5. S hat ihre Leistung vertragsgemäß erbracht.

Nein, das trifft nicht zu!

Nicht vertragsgemäß ist die Leistung erbracht, wenn ihr Inhalt oder die Art ihrer Erbringung in irgendeiner Weise von dem abweicht, was Gesetz oder Parteivereinbarung festgelegt haben.K und S hatten die Fertigstellung des Anzuges bis spätestens 23.12 vereinbart. Da S den Anzug nicht rechtzeitig fertiggestellt hat, liegt insoweit eine Pflichtverletzung vor.

6. K hat S wirksam eine Nachfrist gesetzt.

Nein!

Die Fristsetzung ist die Aufforderung des Gläubigers an den Schuldner, die Leistung innerhalb eines hinreichend bestimmten oder zumindest bestimmbaren Zeitraums zu bewirken.K hat von S direkt am 24.12. die Rückzahlung des Kaufpreises verlangt. Eine Frist hat er dagegen nicht gesetzt, noch nicht einmal einen bestimmbaren Zeitraum (z.B. durch die Wörter „schnell“, „umgehend“).

7. Da K keine Nachfrist gesetzt hat, besteht (noch) kein Rücktrittsrecht.

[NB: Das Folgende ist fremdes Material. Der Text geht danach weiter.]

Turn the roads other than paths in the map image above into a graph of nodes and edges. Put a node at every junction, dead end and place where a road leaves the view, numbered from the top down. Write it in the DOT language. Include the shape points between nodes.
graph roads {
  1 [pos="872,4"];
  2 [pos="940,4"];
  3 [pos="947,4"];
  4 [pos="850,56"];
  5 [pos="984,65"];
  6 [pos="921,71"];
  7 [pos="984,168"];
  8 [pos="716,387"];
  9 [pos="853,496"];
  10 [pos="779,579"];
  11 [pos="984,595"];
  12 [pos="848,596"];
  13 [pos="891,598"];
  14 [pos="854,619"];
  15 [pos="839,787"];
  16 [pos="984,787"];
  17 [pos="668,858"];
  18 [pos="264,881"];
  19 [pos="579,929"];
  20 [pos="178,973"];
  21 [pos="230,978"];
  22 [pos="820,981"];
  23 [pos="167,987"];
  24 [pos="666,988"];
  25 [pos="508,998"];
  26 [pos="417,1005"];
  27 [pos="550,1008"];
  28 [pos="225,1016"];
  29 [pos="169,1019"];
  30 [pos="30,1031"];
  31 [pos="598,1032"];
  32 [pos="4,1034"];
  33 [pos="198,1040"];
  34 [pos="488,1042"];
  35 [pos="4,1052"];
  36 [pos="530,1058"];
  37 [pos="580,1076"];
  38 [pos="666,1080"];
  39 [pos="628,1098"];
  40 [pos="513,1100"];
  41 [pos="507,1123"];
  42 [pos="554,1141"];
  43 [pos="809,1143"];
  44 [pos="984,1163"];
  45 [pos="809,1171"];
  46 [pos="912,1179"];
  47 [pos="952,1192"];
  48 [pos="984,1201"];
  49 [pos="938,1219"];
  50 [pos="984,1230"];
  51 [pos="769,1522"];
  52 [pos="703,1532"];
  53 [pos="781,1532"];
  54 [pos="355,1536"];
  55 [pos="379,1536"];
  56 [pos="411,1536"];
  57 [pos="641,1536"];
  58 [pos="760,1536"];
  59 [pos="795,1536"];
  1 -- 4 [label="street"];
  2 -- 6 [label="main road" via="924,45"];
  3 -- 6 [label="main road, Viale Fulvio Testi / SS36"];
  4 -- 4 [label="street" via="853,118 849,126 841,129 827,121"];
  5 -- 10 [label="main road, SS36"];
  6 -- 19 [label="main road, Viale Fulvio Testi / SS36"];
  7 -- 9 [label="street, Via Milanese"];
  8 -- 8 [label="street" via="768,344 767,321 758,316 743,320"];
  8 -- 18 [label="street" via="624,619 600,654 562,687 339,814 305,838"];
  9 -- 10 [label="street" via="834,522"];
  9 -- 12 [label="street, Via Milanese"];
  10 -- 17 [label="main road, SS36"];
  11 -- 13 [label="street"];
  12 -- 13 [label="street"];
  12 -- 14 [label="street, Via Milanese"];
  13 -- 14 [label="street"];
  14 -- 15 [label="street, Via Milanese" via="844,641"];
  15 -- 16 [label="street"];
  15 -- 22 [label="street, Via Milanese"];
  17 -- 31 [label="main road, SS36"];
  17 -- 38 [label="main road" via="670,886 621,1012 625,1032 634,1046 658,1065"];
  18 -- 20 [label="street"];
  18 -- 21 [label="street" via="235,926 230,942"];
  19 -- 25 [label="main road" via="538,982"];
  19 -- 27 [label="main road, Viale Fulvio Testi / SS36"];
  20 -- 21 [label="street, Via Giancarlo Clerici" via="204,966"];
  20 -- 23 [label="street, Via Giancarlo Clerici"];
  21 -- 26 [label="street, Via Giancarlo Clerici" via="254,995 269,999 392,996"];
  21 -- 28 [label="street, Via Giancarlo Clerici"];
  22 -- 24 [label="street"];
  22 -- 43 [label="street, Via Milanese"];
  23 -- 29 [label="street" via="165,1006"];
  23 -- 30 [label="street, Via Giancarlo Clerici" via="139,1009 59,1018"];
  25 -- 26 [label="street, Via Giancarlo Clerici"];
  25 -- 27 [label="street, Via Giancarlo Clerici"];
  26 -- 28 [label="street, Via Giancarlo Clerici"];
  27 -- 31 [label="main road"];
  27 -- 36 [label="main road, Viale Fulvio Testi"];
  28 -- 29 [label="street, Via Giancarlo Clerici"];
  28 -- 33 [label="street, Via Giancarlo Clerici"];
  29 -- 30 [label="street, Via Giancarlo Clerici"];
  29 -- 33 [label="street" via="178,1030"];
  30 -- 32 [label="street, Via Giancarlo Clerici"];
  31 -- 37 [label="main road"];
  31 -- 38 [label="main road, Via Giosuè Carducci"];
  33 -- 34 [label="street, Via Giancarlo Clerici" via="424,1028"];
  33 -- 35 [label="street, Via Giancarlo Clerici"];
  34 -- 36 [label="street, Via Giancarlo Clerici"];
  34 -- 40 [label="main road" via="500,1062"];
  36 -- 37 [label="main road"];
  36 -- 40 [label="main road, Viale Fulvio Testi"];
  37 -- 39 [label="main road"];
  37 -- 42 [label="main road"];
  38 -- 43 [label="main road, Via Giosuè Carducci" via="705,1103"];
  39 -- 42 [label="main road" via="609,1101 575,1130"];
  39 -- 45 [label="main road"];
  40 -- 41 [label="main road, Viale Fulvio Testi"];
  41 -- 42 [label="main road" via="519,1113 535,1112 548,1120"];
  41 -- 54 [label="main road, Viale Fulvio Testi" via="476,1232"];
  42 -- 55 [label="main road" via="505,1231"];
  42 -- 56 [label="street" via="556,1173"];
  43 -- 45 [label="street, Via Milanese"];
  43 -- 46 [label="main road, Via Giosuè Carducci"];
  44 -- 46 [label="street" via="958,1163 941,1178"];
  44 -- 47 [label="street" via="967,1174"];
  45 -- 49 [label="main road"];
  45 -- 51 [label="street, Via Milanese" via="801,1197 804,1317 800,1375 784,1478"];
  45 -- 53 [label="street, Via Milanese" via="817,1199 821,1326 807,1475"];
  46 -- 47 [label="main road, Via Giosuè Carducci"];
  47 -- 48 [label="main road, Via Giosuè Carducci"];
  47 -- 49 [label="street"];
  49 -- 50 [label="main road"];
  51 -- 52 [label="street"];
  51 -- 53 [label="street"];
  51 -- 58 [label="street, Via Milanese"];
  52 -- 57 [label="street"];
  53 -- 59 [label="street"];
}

Nein, das ist nicht der Fall!

Eine Fristsetzung ist nach § 323 Abs. 2 Nr. 2 BGB entbehrlich, wenn die Einhaltung des vertraglich vereinbarten Leistungszeitpunkt für den Gläubiger erkennbar von gesteigerter Bedeutung ist („relativen Fixgeschäftes“). Es soll mit der Einhaltung des Termins "stehen und fallen". Anders als beim absoluten Fixgeschäft muss die verspätete Annahme für den Gläubiger dabei nicht gänzlich sinnlos sein.Auch wenn K den Anzug später noch verwenden kann, so hatte er ein starkes Interesse an der rechtzeitigen Erbringung der Leistung. Dieses war für S auch ersichtlich. Eine Fristsetzung ist somit nach § 323 Abs. 2 BGB entbehrlich. Im Geschäftsverkehr zwischen Unternehmern haben sich bestimmte Formulierungen (z. B. "fix", "genau", "spätestens", "prompt") eingebürgert, bei denen ein relatives Fixgeschäft anzunehmen ist.

8. Wenn S den Anzug noch fertigstellt, kann sie von K den Kaufpreis verlangen.

Nein, das trifft nicht zu!

Durch den Rücktritt erlöschen die primären Leistungsansprüche. Ein wirksamer Rücktritt setzt (1) eine Rücktrittserklärung (§ 349 BGB) und (2) einen Rücktrittsgrund voraus. (3) Zudem darf der Rücktritt nicht ausgeschlossen sein.K hat am 24.12. den Rücktritt gegenüber S erklärt. Da S nicht rechtzeitig geleistet hatte und die Fristsetzung entbehrlich war, stand K auch ein Rücktrittsrecht nach § 323 Abs., 1, 2 Nr. 2 BGB zu. Ausschlussgründe sind nicht ersichtlich. Durch den wirksamen Rücktritt ist S's Anspruch auf Zahlung des Kaufpreises folglich erloschen.